Macbeth au Shakespeare’s Globe
Au large17 octobre 2023 | Lecture 3 min.
Détruit en 1644, le Globe a été reconstruit presque à l’identique en 1996, à quelques centaines de mètres de son emplacement initial.
Il est 14 heures et nous allons assister à Macbeth!
Alors que les nombreux spectateurs et spectatrices se pressent dans le parterre où iels demeureront debout pendant toute la durée du spectacle, d’autres s’installent dans les différentes galeries qui encerclent et surplombent l’espace théâtral. Des lycéen·nes, des retraité·es, et quelques touristes curieux constituent cette agora, représentative de Londres, alors que sur scène, la distribution reflète le caractère multiculturel de la ville.
Au-dessus du parterre, le ciel d’un bleu azur sera seulement troublé par le survol des pigeons et des avions, car, comme à l’époque de Shakespeare, c’est en plein air et en plein jour qu’a lieu la représentation.
Le théâtre élisabéthain, c’est avant tout un dispositif qui rompt avec la séparation scène-salle, c’est un théâtre de la proximité, de l’échange brut et direct avec les spectateurs et spectatrices. C’est d’ailleurs au sein du parterre que le spectacle commence. Les personnages de Banquo et de Macbeth surgissent au milieu de la foule pour nous conter les nouvelles du front dont Macbeth est revenu victorieux, alors que les voix des quatre chanteurs lyriques accompagnent l’action dramatique, et ce tout au long de la représentation.
Nous assistons à la dégringolade du couple funeste, qui, assoiffé de pouvoir et ayant pris au goût au crime, ne semble plus pouvoir faire autrement. Que ce soit Macbeth, Lady Macbeth ou les autres personnages, c’est à l’assemblée citoyenne qu’ils adressent leurs déboires morbides, leurs doutes, leurs soifs de pouvoir et leurs élans criminels.

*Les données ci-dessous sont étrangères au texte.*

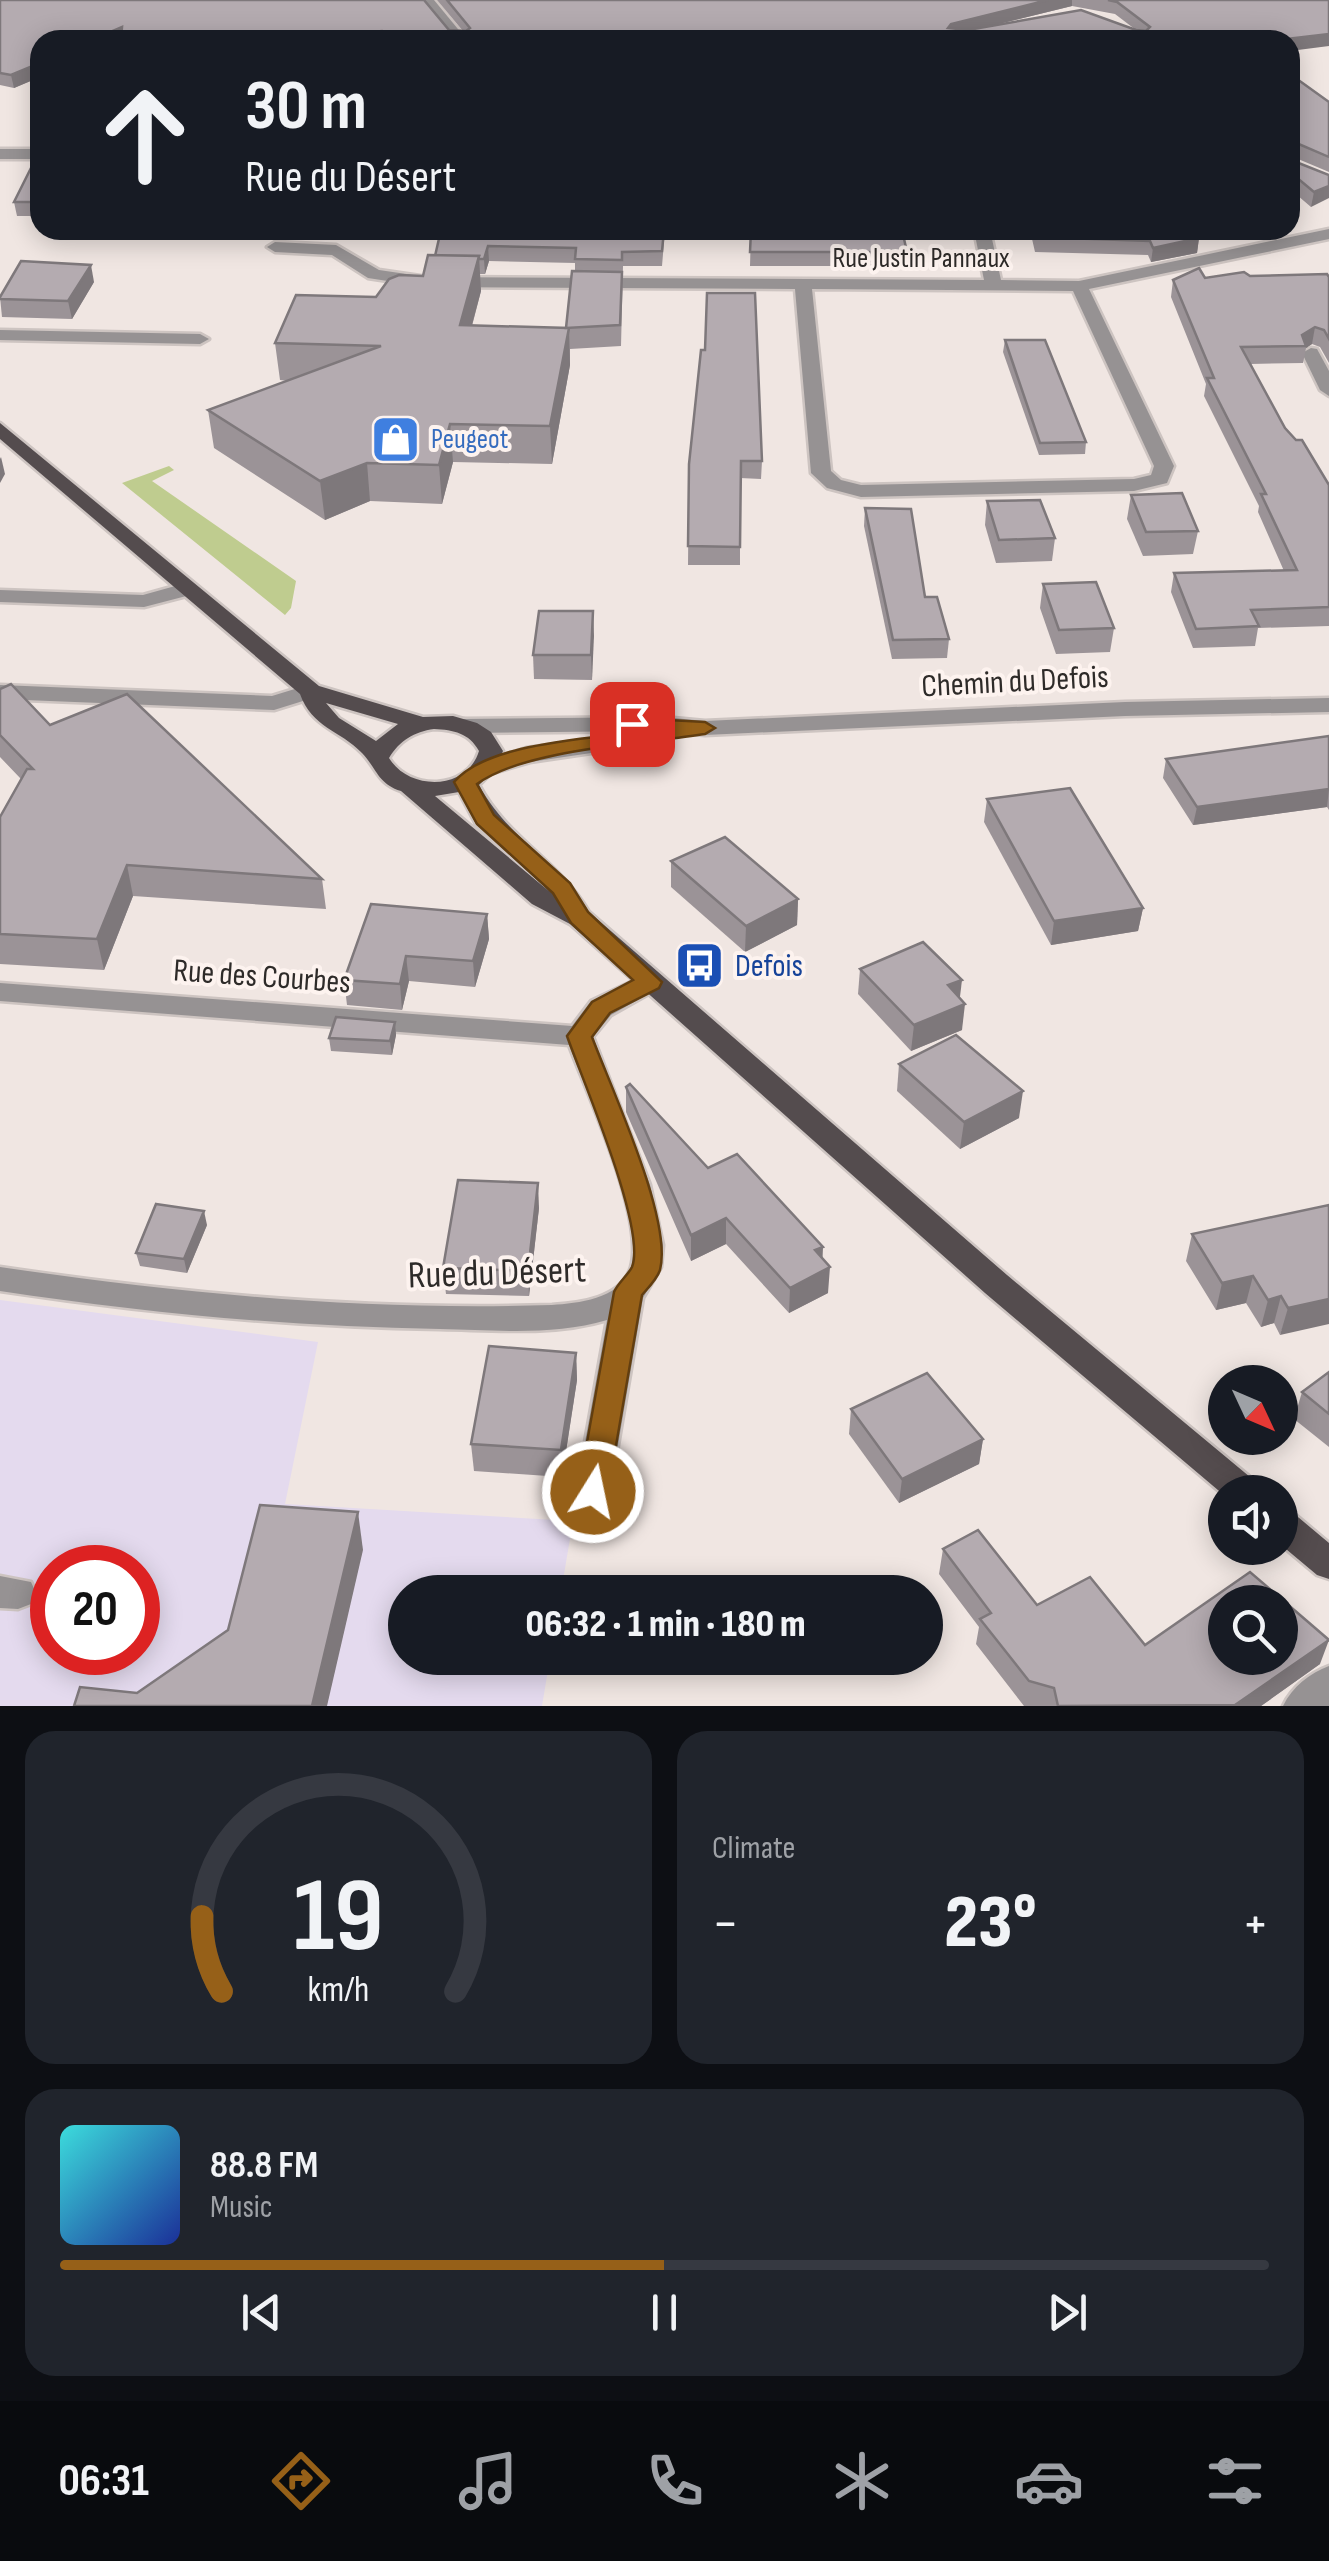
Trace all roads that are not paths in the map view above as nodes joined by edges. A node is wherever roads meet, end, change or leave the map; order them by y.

Pas d’effets de lumière, pas d’artifice, le rite théâtral s’accomplit à travers le jeu des acteur·ices, dans le passage de corps à corps, en rendant à l’imaginaire sa juste part dans la construction de l’univers shakespearien.
Seuls des brancards, sur lesquels sont disposés les corps assassinés, défilent de part et d’autre de l’espace théâtral à mesure que les morts s’amoncellent, victimes de la folie meurtrière de Macbeth et de son épouse. Le théâtre de Shakespeare, c’est aussi un théâtre de la porosité entre la scène théâtrale et le monde: les crimes commis ne peuvent que nous renvoyer à la barbarie contemporaine. Les personnages des enfants sont assassinés dans une mise en scène qui ne cache rien de l’horreur, alors qu’une femme enceinte se fait déchirer le ventre par une horde d’assassins, engagés par Macbeth pour annihiler tout obstacle à son ascension infernale. Et si comme le profère Shakespeare «All the world’s a stage», le spectacle nous renvoie à la théâtralité de nos propres existences vouées elles-aussi aux aléas de nos désirs.
Les sorcières, interprétées par des hommes masqués, en proie à des expériences maléfiques, ajoutent à cette mascarade sanguinaire, dans laquelle morbide et loufoque se côtoient sans cesse.
Pour Macbeth, «La vie n’est qu’une ombre qui passe, un pauvre acteur qui se pavane et s’agite durant son heure sur la scène et qu’ensuite on n’entend plus. C’est une histoire dite par un idiot, pleine de bruit et de fureur, et qui ne signifie rien.» Le théâtre, quant à lui, semble avoir trouvé ici toute sa signification, sa fonction initiale: celle de questionner et de débattre de problématiques qui nous concernent tous et toutes, et ce au cœur de la cité. Le dispositif théâtral offert par le théâtre de Shakespeare favorise en effet une multiplicité de points de vue qui pourront s’échanger tant au sein qu’en dehors de la représentation.
Ce Macbeth proposé par le metteur en scène Max Bennett rejoint en ce sens la pensée de Pasolini qui écrit, lors des représentations d’Orgia, en novembre 1968: «Le théâtre facile est objectivement bourgeois; le théâtre difficile est pour les élites bourgeoises cultivées; le théâtre très difficile est le seul théâtre démocratique». C’est ce théâtre très difficile mais éminemment démocratique qui a lieu au Globe de Shakespeare devant une foule constituée de citoyen·nes de tous horizons.
Il sera sans doute difficile de nous remettre par la suite au théâtre en salle, où nous demeurons figés dans nos sièges, silencieux, plongés dans l’obscurité d’une salle noire, après avoir vécu une telle expérience de proximité avec des acteurs et des actrices et dans une langue, celle de Shakespeare, qui continue aujourd’hui de nous faire sonder les abîmes de notre inhumaine humanité.